## INPUT RECORDS:
==========

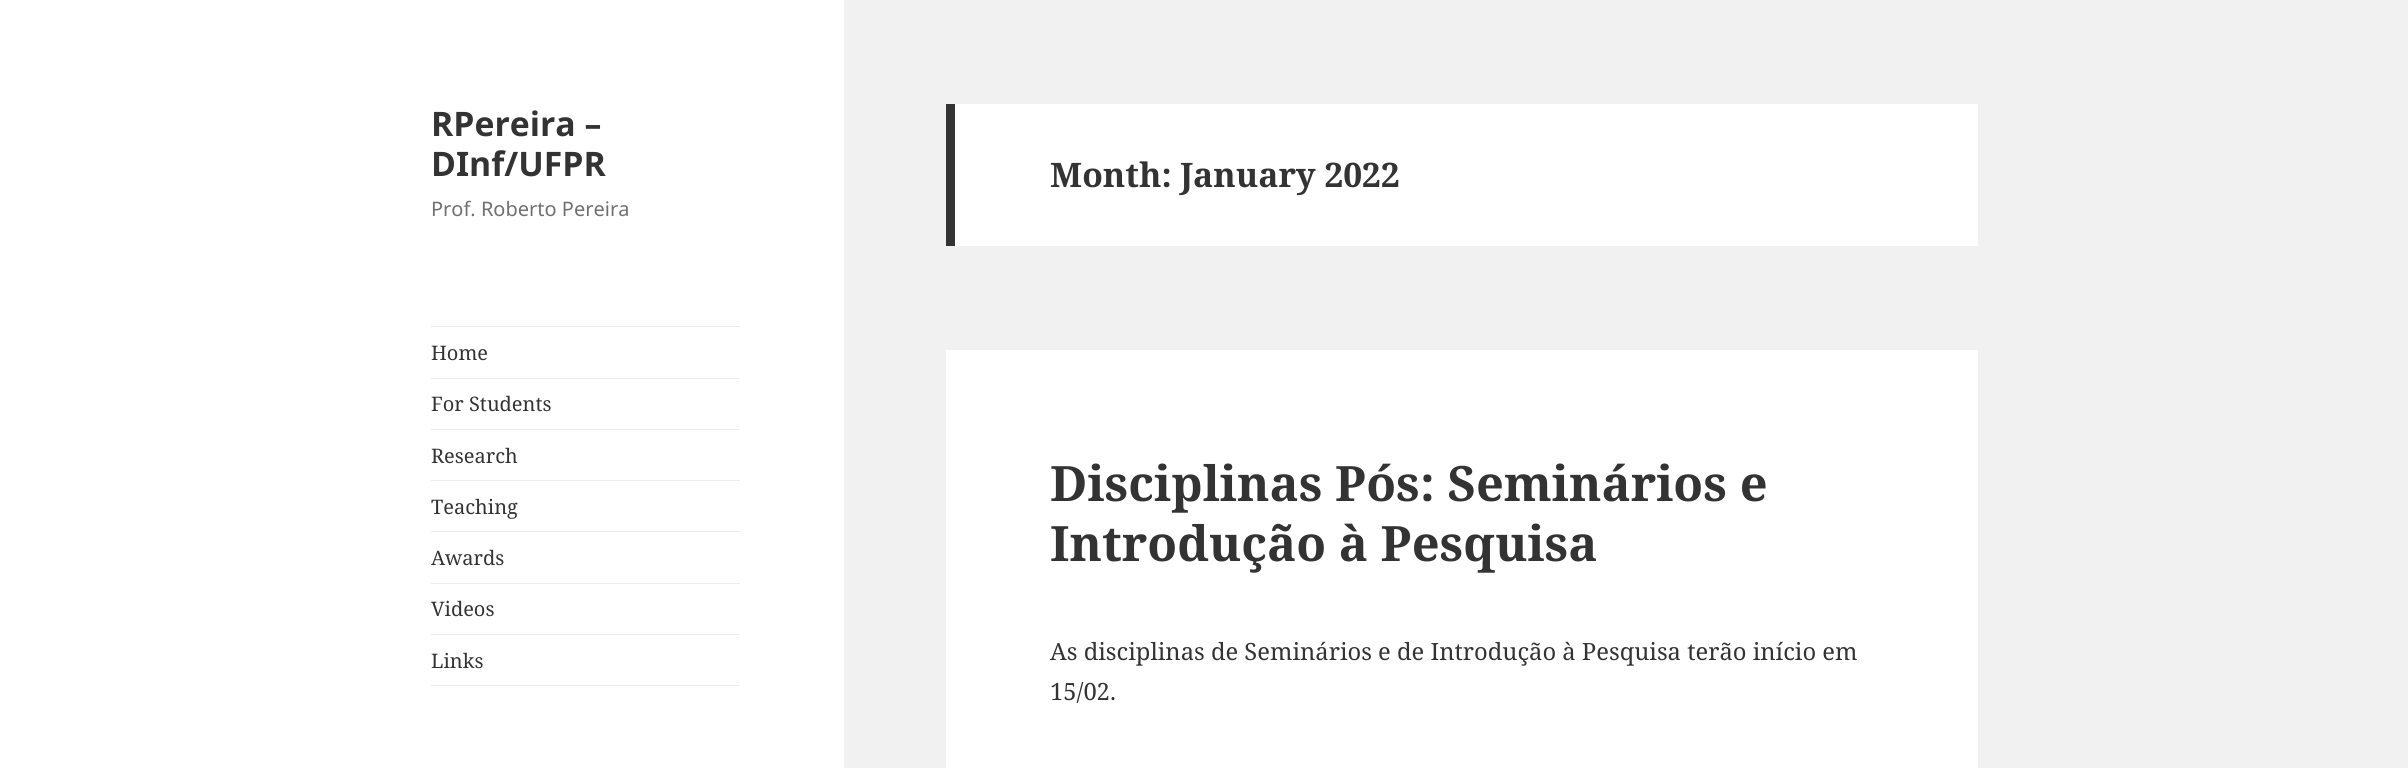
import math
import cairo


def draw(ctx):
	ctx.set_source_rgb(0.945, 0.945, 0.945)
	ctx.paint()
	ctx.set_source_rgb(1, 1, 1)
	ctx.rectangle(0, 0, 844, 768)
	ctx.fill()
	ctx.select_font_face('Noto Sans', cairo.FONT_SLANT_NORMAL, cairo.FONT_WEIGHT_BOLD)
	ctx.set_font_size(33.75)
	ctx.set_source_rgb(0.2, 0.2, 0.2)
	ctx.move_to(431, 136)
	ctx.show_text('RPereira –')
	ctx.move_to(431, 176)
	ctx.show_text('DInf/UFPR')
	ctx.select_font_face('Noto Sans')
	ctx.set_font_size(20)
	ctx.set_source_rgb(0.439, 0.439, 0.439)
	ctx.move_to(431, 216)
	ctx.show_text('Prof. Roberto Pereira')
	ctx.set_source_rgb(0.922, 0.922, 0.922)
	ctx.rectangle(431, 326, 309, 1)
	ctx.fill()
	ctx.rectangle(431, 685, 309, 1)
	ctx.fill()
	ctx.select_font_face('Noto Serif')
	ctx.set_source_rgb(0.2, 0.2, 0.2)
	ctx.move_to(431, 360)
	ctx.show_text('Home')
	ctx.set_source_rgb(0.922, 0.922, 0.922)
	ctx.rectangle(431, 378, 309, 1)
	ctx.fill()
	ctx.set_source_rgb(0.2, 0.2, 0.2)
	ctx.move_to(431, 411)
	ctx.show_text('For Students')
	ctx.set_source_rgb(0.922, 0.922, 0.922)
	ctx.rectangle(431, 429, 309, 1)
	ctx.fill()
	ctx.set_source_rgb(0.2, 0.2, 0.2)
	ctx.move_to(431, 463)
	ctx.show_text('Research')
	ctx.set_source_rgb(0.922, 0.922, 0.922)
	ctx.rectangle(431, 480, 309, 1)
	ctx.fill()
	ctx.set_source_rgb(0.2, 0.2, 0.2)
	ctx.move_to(431, 514)
	ctx.show_text('Teaching')
	ctx.set_source_rgb(0.922, 0.922, 0.922)
	ctx.rectangle(431, 531, 309, 1)
	ctx.fill()
	ctx.set_source_rgb(0.2, 0.2, 0.2)
	ctx.move_to(431, 565)
	ctx.show_text('Awards')
	ctx.set_source_rgb(0.922, 0.922, 0.922)
	ctx.rectangle(431, 583, 309, 1)
	ctx.fill()
	ctx.set_source_rgb(0.2, 0.2, 0.2)
	ctx.move_to(431, 616)
	ctx.show_text('Videos')
	ctx.set_source_rgb(0.922, 0.922, 0.922)
	ctx.rectangle(431, 634, 309, 1)
	ctx.fill()
	ctx.set_source_rgb(0.2, 0.2, 0.2)
	ctx.move_to(431, 668)
	ctx.show_text('Links')
	ctx.set_source_rgb(1, 1, 1)
	ctx.rectangle(955, 104, 1023, 142)
	ctx.fill()
	ctx.set_source_rgb(0.2, 0.2, 0.2)
	ctx.rectangle(946, 104, 9, 142)
	ctx.fill()
	ctx.select_font_face('Noto Serif', cairo.FONT_SLANT_NORMAL, cairo.FONT_WEIGHT_BOLD)
	ctx.set_font_size(33.75)
	ctx.move_to(1050, 187)
	ctx.show_text('Month: January 2022')
	ctx.set_source_rgb(1, 1, 1)
	ctx.rectangle(946, 350, 1032, 418)
	ctx.fill()
	ctx.set_font_size(48.75)
	ctx.set_source_rgb(0.2, 0.2, 0.2)
	ctx.move_to(1050, 501)
	ctx.show_text('Disciplinas Pós: Seminários e')
	ctx.move_to(1050, 561)
	ctx.show_text('Introdução à Pesquisa')
	ctx.select_font_face('Noto Serif')
	ctx.set_font_size(23.75)
	ctx.move_to(1050, 660)
	ctx.show_text('As disciplinas de Seminários e de Introdução à Pesquisa terão início em')
	ctx.move_to(1050, 700)
	ctx.show_text('15/02.')


surface = cairo.ImageSurface(cairo.FORMAT_RGB24, 2408, 768)
ctx = cairo.Context(surface)
options = cairo.FontOptions()
options.set_hint_metrics(cairo.HINT_METRICS_OFF)
options.set_hint_style(cairo.HINT_STYLE_NONE)
ctx.set_font_options(options)
ctx.set_miter_limit(4)
draw(ctx)
surface.write_to_png('image.png')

==========

## WORK TO BE COMPLETED:
Each line from the start of the entries above through the line with "ctx.move_to(431, 136)" should be duplicated exactly, leaving out the pictures.

## WRITTEN RESPONSE:
import math
import cairo


def draw(ctx):
	ctx.set_source_rgb(0.945, 0.945, 0.945)
	ctx.paint()
	ctx.set_source_rgb(1, 1, 1)
	ctx.rectangle(0, 0, 844, 768)
	ctx.fill()
	ctx.select_font_face('Noto Sans', cairo.FONT_SLANT_NORMAL, cairo.FONT_WEIGHT_BOLD)
	ctx.set_font_size(33.75)
	ctx.set_source_rgb(0.2, 0.2, 0.2)
	ctx.move_to(431, 136)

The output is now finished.